Test Apparatus for Examining Brain Injury
Background and Unmet Need
Chronic traumatic encephalopathy (CTE) is a progressive degenerative disease resulting from head trauma, particularly a history of repeated head trauma. Athletes who play contact sports and military personnel who incur repeated head traumas, including concussive or sub-concussive traumas, are at the greatest risk of developing CTE. Many athletes may experience frequent sub-concussive head trauma during participation in a contact sport and never have a symptomatic concussion. These athletes may still develop CTE.
The effects of CTE may include mood changes, personality and behavioral changes, memory loss, confusion, and problems with motor skills and function. Roughly 5 out of 10 (50%) concussions go unreported or undetected in student-athletes, where between 1.7 – 3 million sports and recreation-related concussions are reported annually in the United States. The impact of brain injuries and the potential development of CTE is of growing concern.
Current tools available to study the brain non-invasively, such as magnetic resonance imaging (MRI), are expensive. Further, a patient is required to be already injured to study the effects on the brain. To realistically study brain function and injuries, there remains a need for a device that enables non-invasive methods of assessing the impact and characteristics of brain injury from acute brain trauma without the need for an injured patient.

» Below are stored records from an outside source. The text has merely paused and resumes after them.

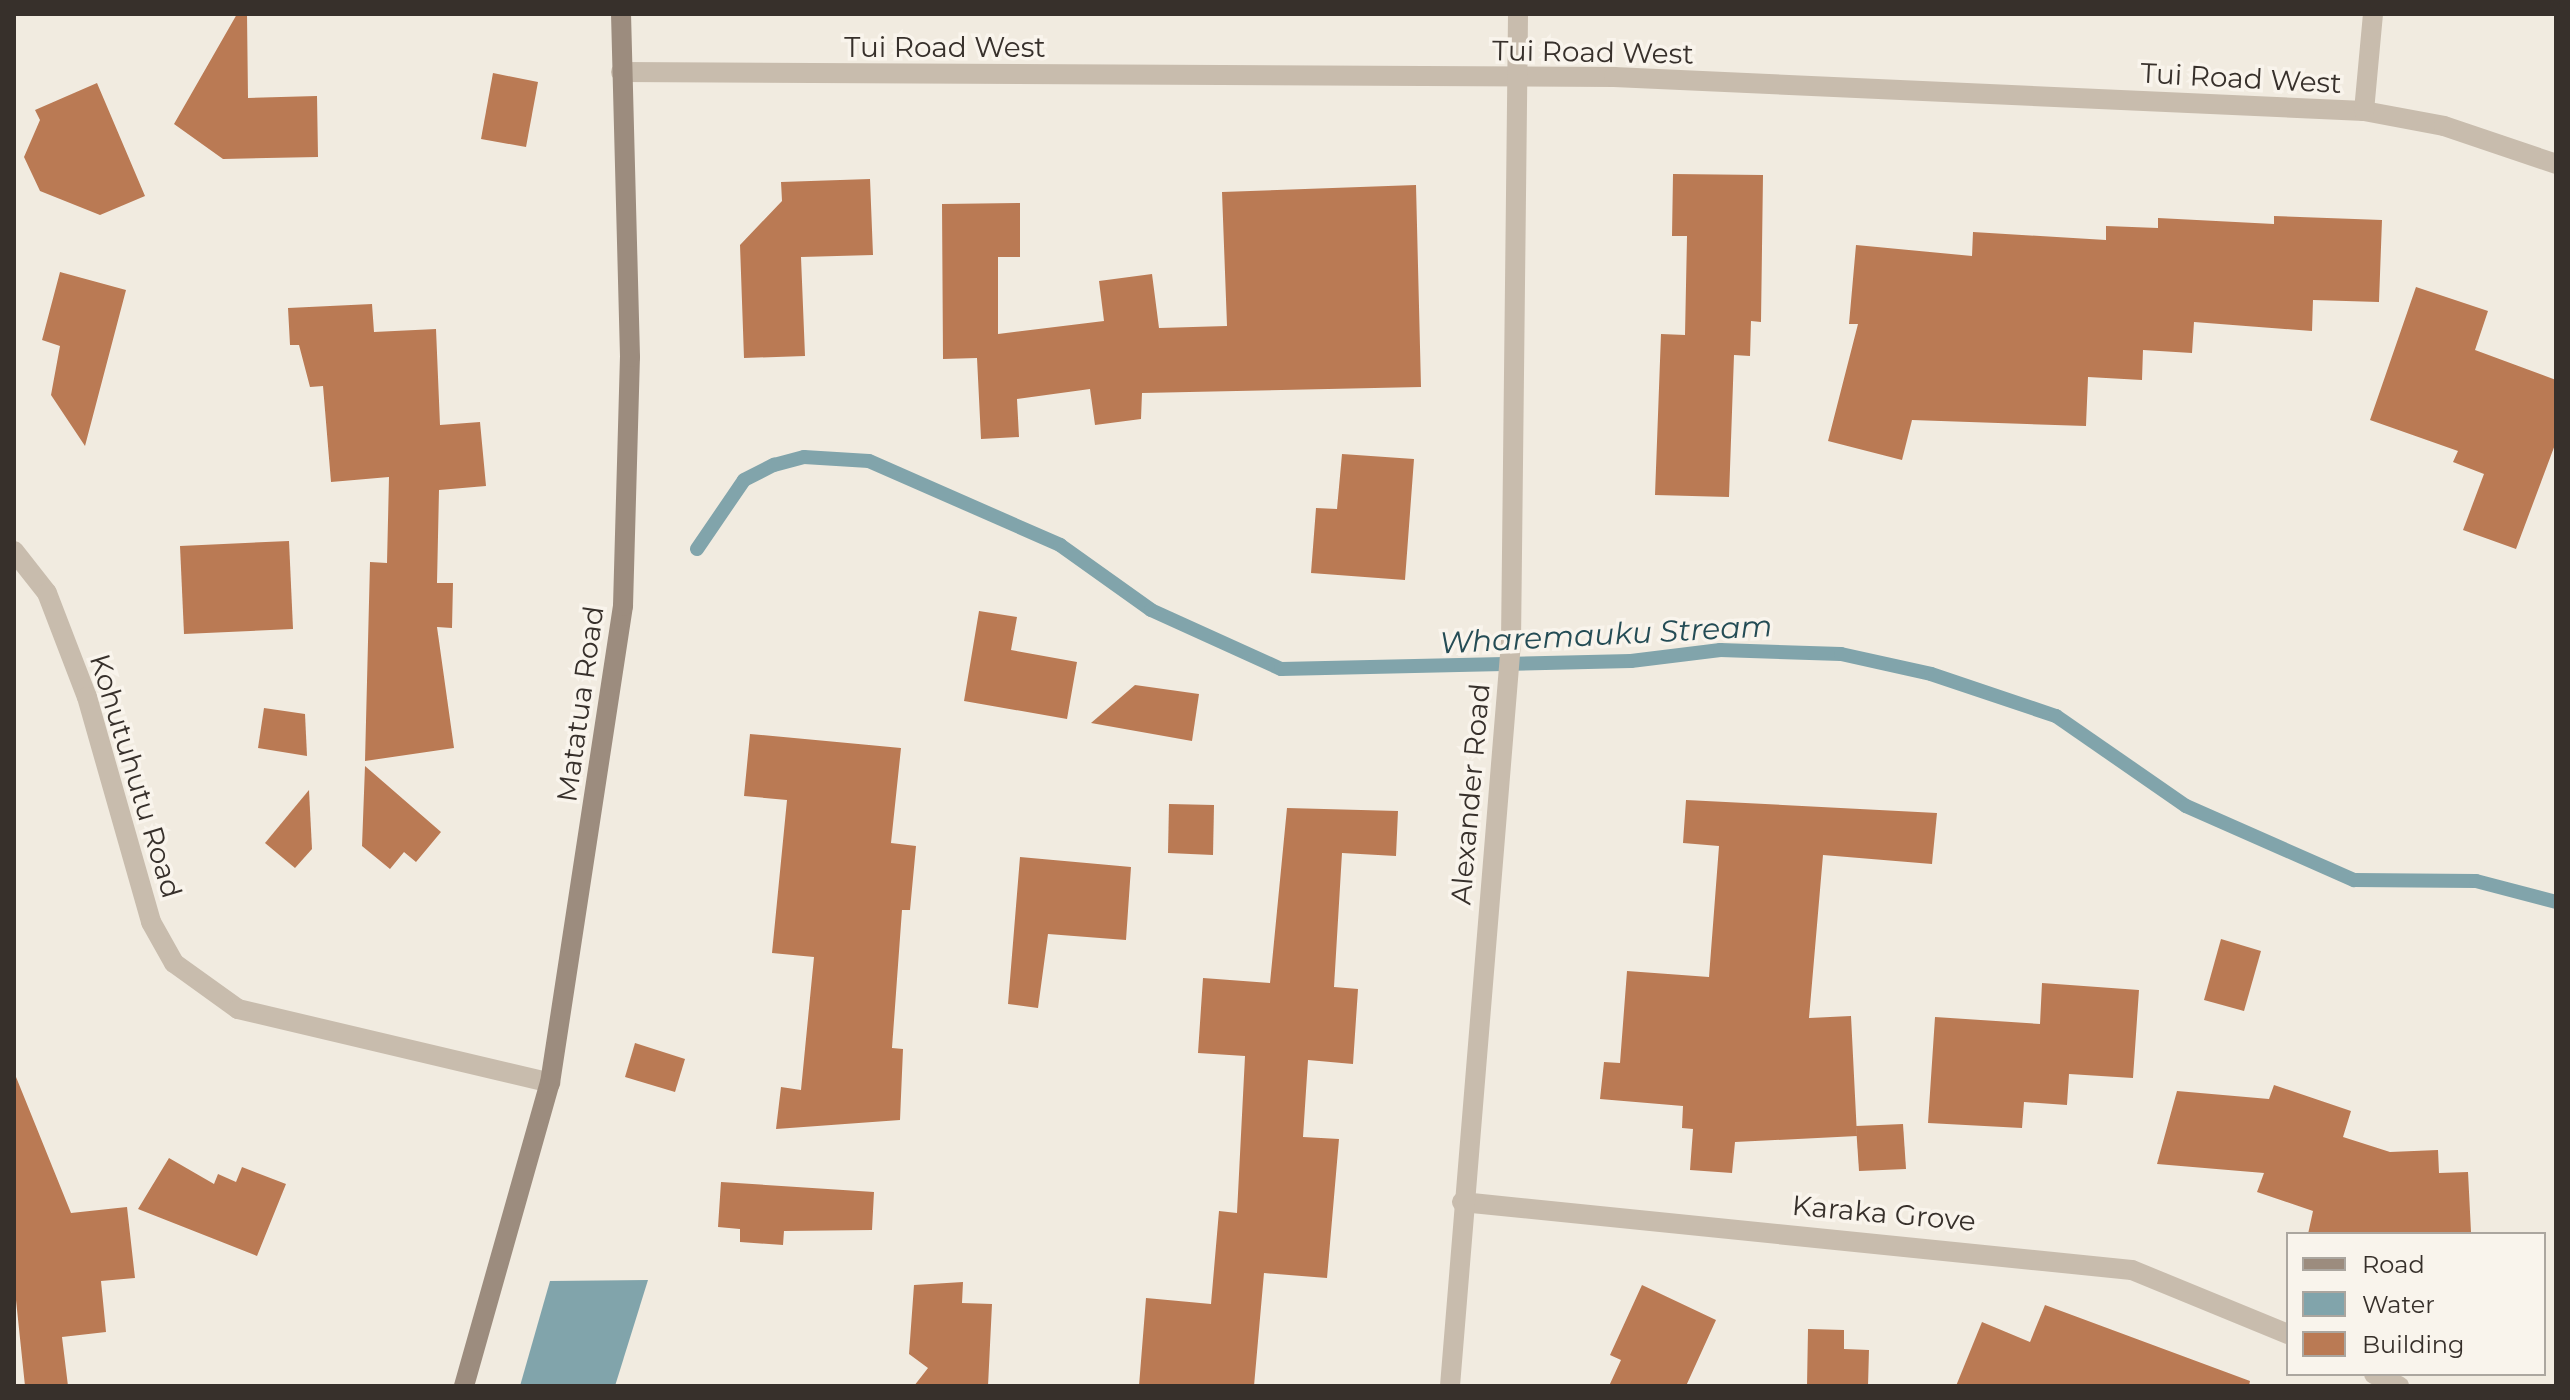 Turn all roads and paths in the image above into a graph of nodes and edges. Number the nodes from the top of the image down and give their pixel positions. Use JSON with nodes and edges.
{"nodes":[{"id":1,"x":621,"y":14,"type":"edge"},
{"id":2,"x":1518,"y":14,"type":"edge"},
{"id":3,"x":2373,"y":14,"type":"edge"},
{"id":4,"x":621,"y":72,"type":"junction"},
{"id":5,"x":1519,"y":78,"type":"junction"},
{"id":6,"x":2364,"y":111,"type":"junction"},
{"id":7,"x":2556,"y":164,"type":"edge"},
{"id":8,"x":14,"y":551,"type":"edge"},
{"id":9,"x":550,"y":1083,"type":"junction"},
{"id":10,"x":1462,"y":1202,"type":"junction"},
{"id":11,"x":2286,"y":1333,"type":"edge"},
{"id":12,"x":2378,"y":1376,"type":"edge"},
{"id":13,"x":464,"y":1386,"type":"edge"},
{"id":14,"x":1450,"y":1386,"type":"edge"},
{"id":15,"x":2399,"y":1386,"type":"edge"}],
"edges":[{"from":1,"to":4,"type":"main road","name":"Matatua Road"},
{"from":2,"to":5,"type":"street","name":"Alexander Road"},
{"from":3,"to":6,"type":"street"},
{"from":4,"to":5,"type":"street","name":"Tui Road West"},
{"from":4,"to":9,"type":"main road","name":"Matatua Road"},
{"from":5,"to":6,"type":"street","name":"Tui Road West"},
{"from":5,"to":10,"type":"street","name":"Alexander Road"},
{"from":6,"to":7,"type":"street","name":"Tui Road West"},
{"from":8,"to":9,"type":"street","name":"Kohutuhutu Road"},
{"from":9,"to":13,"type":"main road","name":"Matatua Road"},
{"from":10,"to":11,"type":"street","name":"Karaka Grove"},
{"from":10,"to":14,"type":"street","name":"Alexander Road"},
{"from":12,"to":15,"type":"street"}]} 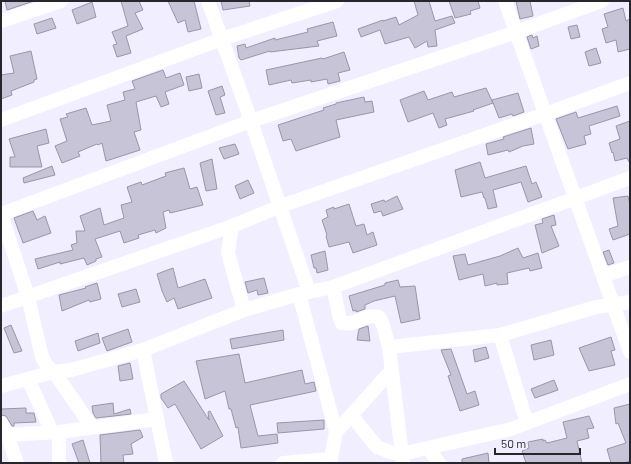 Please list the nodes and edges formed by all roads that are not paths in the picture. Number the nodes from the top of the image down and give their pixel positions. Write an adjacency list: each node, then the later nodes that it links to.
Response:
1 (61, 1): 6 (street)
2 (208, 1): 8 (street)
3 (337, 1): 8 (street)
4 (505, 1): 7 (street)
5 (602, 1): 7 (street)
6 (2, 17)
7 (516, 32): 10 (street); 12 (street)
8 (222, 39): 11 (street); 12 (street)
9 (630, 83): 10 (street)
10 (545, 114): 14 (street); 15 (street)
11 (1, 120)
12 (251, 121): 15 (street); 16 (street)
13 (630, 178): 14 (street)
14 (575, 198): 19 (street); 20 (street)
15 (280, 206): 17 (street); 21 (street)
16 (1, 214): 22 (street)
17 (232, 226): 22 (street); 26 (street)
18 (630, 267): 19 (street)
19 (603, 276): 24 (street)
20 (333, 287): 21 (street); 28 (street)
21 (304, 293): 26 (street); 42 (street)
22 (28, 297): 25 (street); 32 (street)
23 (630, 302): 24 (street)
24 (613, 304): 27 (street); 30 (street)
25 (1, 306)
26 (244, 310): 29 (street)
27 (500, 335): 28 (street); 38 (street)
28 (389, 347): 31 (street)
29 (143, 350): 32 (street); 37 (street)
30 (630, 352)
31 (391, 371): 36 (street); 44 (street)
32 (54, 372): 33 (street); 39 (street)
33 (28, 379): 35 (street); 41 (street)
34 (630, 384): 38 (street)
35 (1, 386)
36 (351, 415): 42 (street); 44 (street)
37 (157, 419): 39 (street); 48 (street)
38 (527, 423): 43 (street)
39 (92, 427): 41 (street)
40 (4, 429): 41 (street); 46 (street)
41 (55, 432): 47 (street)
42 (336, 432): 45 (street)
43 (428, 449): 44 (street); 51 (street)
44 (402, 459)
45 (330, 461): 50 (street)
46 (17, 463)
47 (59, 463)
48 (166, 463): 49 (street)
49 (172, 463)
50 (283, 463)
51 (439, 463)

Dr. Wu has created a novel non-invasive test apparatus for the study of impact-induced brain trauma, including a see-through head model with a biomimetic skull and a brain. Within the interior of the skull chamber, a gel material and fluid are disposed to resemble an anatomical representation of the human skull and brain configuration. Further, the invention allows a patient-specific skull and brain model to be constructed to match an individual’s anatomical specifications.
The biomimetic test model is accompanied by a plurality of sensors and high-speed cameras, which are used to detect impact-induced brain injuries. This enables an in-depth study of the brain, unlike any other testing device in its class. Such a model and approach allow the examination of the flow and pressurization of the cerebrospinal fluid flow (CSF) in the subarachnoid spaces (SAS) as the head is exposed to sudden external impacts. Further, deformations or stretching of the brain can also be observed because of the see-through model design.
An impact element is configured to simulate different types of impact surfaces and orientations. This includes both translational and rotational impacts, which may be tested individually or simultaneously. For example, an impact element may include or simulate concrete, the ground, metal, a bat, a ball, a vehicle, a person’s head, or other impact elements. An actuator can precisely control the impact element to provide consistent impacts on the simulated head model, the consistent impacts having consistent physical parameters, including but not limited to impact velocity and acceleration.
- Biomimetic skull and brain model with cerebrospinal and intracranial fluid aspects.
- Customizable skull and brain test models based on individual anatomical data.
- Ability to test both rotational and translational impacts independently or simultaneously.
- Ability to help predict the location of injury based on the specific type of impact.